Even the most ardent of advocates for Catalan reform will not have begrudged Xavi his success for the national team. His arrival, his paradigm shifting influence for both club and country, is unprecedented in Spanish football’s history. Often it is the coaches that are credited with the tactical implications at Barcelona and Spain but, as Guardiola puts it, “I did not teach Xavi to play.” Del Bosque, meanwhile, has admitted that Xavi was “more important than the coach”.
Xavi will be remembered not just as the best but the most historic Spanish player ever to play the game. He has earned iconic status in Catalonia, and indeed nationwide, yet there is no contradiction, no controversy; only respect and admiration. He represented the dramatic change at an underachieving Barcelona, and a notoriously underachieving Spain side, and provided the foundation for the work of the great coaches that championed those causes.
It is no coincidence that there has been further but notably less progressive change since Xavi left for semi-retirement in Qatar. Barcelona under Luis Enrique, to the disappointment of some, were more pragmatic, abandoning some of the ideals of previous sides, while Spain have regressed, underwhelming in both the 2014 World Cup and the 2016 European Championships.
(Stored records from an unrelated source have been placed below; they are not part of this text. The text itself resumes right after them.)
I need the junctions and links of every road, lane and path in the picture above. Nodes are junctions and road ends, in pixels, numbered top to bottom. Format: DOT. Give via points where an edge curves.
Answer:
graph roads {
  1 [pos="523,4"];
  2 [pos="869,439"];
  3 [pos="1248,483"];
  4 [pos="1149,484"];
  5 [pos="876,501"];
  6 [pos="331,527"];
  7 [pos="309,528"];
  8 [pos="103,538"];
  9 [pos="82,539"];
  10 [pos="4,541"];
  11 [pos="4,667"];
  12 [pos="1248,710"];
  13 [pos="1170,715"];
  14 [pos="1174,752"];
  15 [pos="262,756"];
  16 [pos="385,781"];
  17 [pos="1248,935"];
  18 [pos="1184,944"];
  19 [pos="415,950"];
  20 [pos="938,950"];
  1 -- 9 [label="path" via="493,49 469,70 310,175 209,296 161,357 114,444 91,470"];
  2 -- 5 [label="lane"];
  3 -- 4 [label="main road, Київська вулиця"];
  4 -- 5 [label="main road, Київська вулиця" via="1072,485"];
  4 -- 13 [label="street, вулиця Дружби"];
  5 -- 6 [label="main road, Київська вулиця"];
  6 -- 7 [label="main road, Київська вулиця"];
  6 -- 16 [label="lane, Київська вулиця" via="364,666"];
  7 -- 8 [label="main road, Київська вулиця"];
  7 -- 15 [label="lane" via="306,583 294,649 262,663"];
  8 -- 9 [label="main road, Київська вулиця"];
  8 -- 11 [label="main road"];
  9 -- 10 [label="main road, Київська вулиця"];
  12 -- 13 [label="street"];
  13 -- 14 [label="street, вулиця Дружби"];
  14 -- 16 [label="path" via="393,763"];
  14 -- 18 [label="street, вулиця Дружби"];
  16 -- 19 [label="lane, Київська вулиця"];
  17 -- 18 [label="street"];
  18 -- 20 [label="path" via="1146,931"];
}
But Xavi’s influence on the game as a player has not yet had time to fully settle. He has already undoubtedly played a huge part in the careers of former teammates; the likes of Iniesta, Sergio Busquets and Thiago Alcântara. And there will almost certainly be players belonging to the next generation that view Xavi as a footballing idol, whether that be in La Masia or indeed throughout the rest of Europe.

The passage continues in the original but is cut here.